WASHINGTON, (Reuters) – The U.S. Congress yesterday approved the broadest overhaul of financial rules since the Great Depression and sent it to President Barack Obama to sign into law.
By a vote of 60 to 39, the Senate passed a sweeping measure that tightens regulations across the financial industry in an effort to avoid a repeat of the 2007-2009 financial crisis.
Wall Street had fought bitterly to derail the legislation, which leaves few corners of the financial industry untouched. It establishes new consumer protections, gives regulators greater power to dismantle troubled firms, and limits a range of risky trading activities in a way that would curb bank profits.
“Unless your business model depends on cutting corners or bilking your customers, you have nothing to fear from this reform,” Obama said. He is expected to sign the bill into law next week.
The Senate vote caps more than a year of legislative effort after Obama proposed reforms in June 2009. The House of Representatives approved the legislation last month. Financial markets showed little reaction yesterday as investors had already factored in the bill’s impact.
Although Obama originally had hoped for bipartisan support for reform, only three Republican senators voted in favor of the bill, joining 55 Democrats and two Indepen-dents. One Democrat opposed it.
With Republicans poised for big gains in the November congressional elections, Democrats are eager to show voters that they have tamed an industry that dragged the economy into its deepest recession in 70 years.
“I regret I can’t give you your job back, restore that foreclosed home, put retirement monies back in your account,” said Democratic Senator Christopher Dodd, one of the bill’s chief authors. “What I can do is to see to it that we never, ever again go through what this nation has been through.”
JPMorgan Chase & Co, the second-largest U.S. bank, said the bill would not compromise its business model but might hurt profitability. “We’ll have some effect on revenues and margins and volumes,” its chief executive, Jamie Dimon, said on a conference call.
As the largest U.S. derivatives dealer, JPMorgan could have the most to lose from the bill, which aims to curb lucrative trading in risky over-the-counter derivatives and force banks to end trading for their own profits.
Along with the health-care overhaul, Democrats can now point out that they have passed two far-reaching reform efforts that will likely shape American society for generations.
It is not clear whether that will impress voters.
The public’s understanding of the regulatory revamp is very low, according to an Ipsos online poll released yesterday.

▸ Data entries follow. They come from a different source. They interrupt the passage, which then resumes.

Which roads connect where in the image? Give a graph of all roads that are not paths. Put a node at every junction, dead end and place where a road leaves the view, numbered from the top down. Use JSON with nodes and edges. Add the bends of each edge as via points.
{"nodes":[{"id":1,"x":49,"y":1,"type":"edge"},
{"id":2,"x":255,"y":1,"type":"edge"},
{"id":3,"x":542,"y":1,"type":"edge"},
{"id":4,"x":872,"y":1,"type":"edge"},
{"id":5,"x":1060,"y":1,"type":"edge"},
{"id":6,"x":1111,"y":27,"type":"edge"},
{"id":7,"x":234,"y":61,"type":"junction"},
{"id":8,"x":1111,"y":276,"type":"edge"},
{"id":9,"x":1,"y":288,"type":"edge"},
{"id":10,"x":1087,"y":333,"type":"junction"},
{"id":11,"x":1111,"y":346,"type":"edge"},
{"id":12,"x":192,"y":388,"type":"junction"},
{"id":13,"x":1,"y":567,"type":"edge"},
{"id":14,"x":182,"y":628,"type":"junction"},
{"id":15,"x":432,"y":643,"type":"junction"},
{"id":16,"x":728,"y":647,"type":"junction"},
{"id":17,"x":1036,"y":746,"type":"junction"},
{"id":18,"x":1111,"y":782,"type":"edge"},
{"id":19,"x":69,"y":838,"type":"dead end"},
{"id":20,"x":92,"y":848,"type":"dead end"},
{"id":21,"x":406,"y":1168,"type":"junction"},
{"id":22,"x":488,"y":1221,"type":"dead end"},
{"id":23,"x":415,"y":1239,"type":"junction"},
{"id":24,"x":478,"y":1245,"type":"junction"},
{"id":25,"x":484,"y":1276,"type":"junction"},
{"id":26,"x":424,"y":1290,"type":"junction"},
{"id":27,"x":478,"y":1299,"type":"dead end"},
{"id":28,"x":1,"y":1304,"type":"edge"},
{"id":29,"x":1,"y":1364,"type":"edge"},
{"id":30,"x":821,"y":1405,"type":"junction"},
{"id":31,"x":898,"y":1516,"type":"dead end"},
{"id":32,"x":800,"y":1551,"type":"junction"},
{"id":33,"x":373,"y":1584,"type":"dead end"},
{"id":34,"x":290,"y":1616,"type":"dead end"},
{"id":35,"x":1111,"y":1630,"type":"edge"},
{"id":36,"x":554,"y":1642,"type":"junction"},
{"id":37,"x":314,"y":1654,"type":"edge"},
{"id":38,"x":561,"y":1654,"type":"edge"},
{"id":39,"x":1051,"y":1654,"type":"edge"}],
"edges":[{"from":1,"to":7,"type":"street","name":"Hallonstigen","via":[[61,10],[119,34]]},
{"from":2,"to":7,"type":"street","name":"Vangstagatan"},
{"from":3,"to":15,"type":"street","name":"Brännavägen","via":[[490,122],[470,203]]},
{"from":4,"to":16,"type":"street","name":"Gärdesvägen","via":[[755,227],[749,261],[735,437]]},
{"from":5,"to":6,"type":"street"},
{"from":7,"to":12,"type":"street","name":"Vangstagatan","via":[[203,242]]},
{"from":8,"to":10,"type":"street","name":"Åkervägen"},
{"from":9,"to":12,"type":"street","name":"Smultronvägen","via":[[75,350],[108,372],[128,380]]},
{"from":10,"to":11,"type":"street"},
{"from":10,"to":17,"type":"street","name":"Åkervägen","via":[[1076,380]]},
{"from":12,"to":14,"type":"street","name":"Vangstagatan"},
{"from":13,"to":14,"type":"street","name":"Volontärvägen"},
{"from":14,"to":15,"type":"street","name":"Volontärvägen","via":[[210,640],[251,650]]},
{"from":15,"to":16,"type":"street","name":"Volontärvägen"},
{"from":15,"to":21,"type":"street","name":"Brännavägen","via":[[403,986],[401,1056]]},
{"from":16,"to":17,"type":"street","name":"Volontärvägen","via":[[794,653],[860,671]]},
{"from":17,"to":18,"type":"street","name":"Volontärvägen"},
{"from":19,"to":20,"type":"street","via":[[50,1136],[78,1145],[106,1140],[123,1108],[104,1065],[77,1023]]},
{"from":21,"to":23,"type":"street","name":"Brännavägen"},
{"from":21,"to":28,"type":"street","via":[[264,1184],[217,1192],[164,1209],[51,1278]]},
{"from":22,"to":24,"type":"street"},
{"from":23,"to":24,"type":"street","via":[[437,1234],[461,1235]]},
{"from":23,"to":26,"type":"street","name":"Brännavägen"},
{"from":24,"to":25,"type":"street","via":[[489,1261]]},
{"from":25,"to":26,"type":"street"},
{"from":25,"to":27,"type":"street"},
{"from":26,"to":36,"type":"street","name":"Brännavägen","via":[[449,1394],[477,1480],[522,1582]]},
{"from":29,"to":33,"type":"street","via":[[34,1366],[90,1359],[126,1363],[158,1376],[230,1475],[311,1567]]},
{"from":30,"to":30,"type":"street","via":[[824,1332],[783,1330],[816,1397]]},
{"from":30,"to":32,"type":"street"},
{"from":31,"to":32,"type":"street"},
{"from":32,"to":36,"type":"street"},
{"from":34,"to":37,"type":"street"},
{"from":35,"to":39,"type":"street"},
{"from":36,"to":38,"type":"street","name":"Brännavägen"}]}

Of those polled, 38 percent had never heard of the reform, while 33 percent had heard of it but knew nothing about the bill. Other polls show the public divided about its merits.
And even as Democrats hope the regulatory crackdown will help them win support in the November elections, many voters remain angry at lawmakers for spending hundreds of billions in taxpayer dollars to prop up Wall Street while Main Street struggled amid a deep recession.
The legislation has also won Democrats few friends on Wall Street as wealthy donors have started to steer more campaign contributions to Republicans.
Under the 2,300-page bill, mortgage brokers, student lenders and other financial firms will have to answer to a new consumer-protection authority, though auto dealers will escape scrutiny.
Regulators, who scrambled to contain the damage from failing firms like Lehman Brothers in the last crisis, will have new authority to dismantle troubled firms if they threaten the broader economy.
A council of regulators will monitor big-picture risks to the financial system and many large banks will have to set aside more capital to help them ride out tough times.
Large private-equity and hedge funds will face more scrutiny from federal regulators, and credit-rating agencies could potentially see their entire business model upended.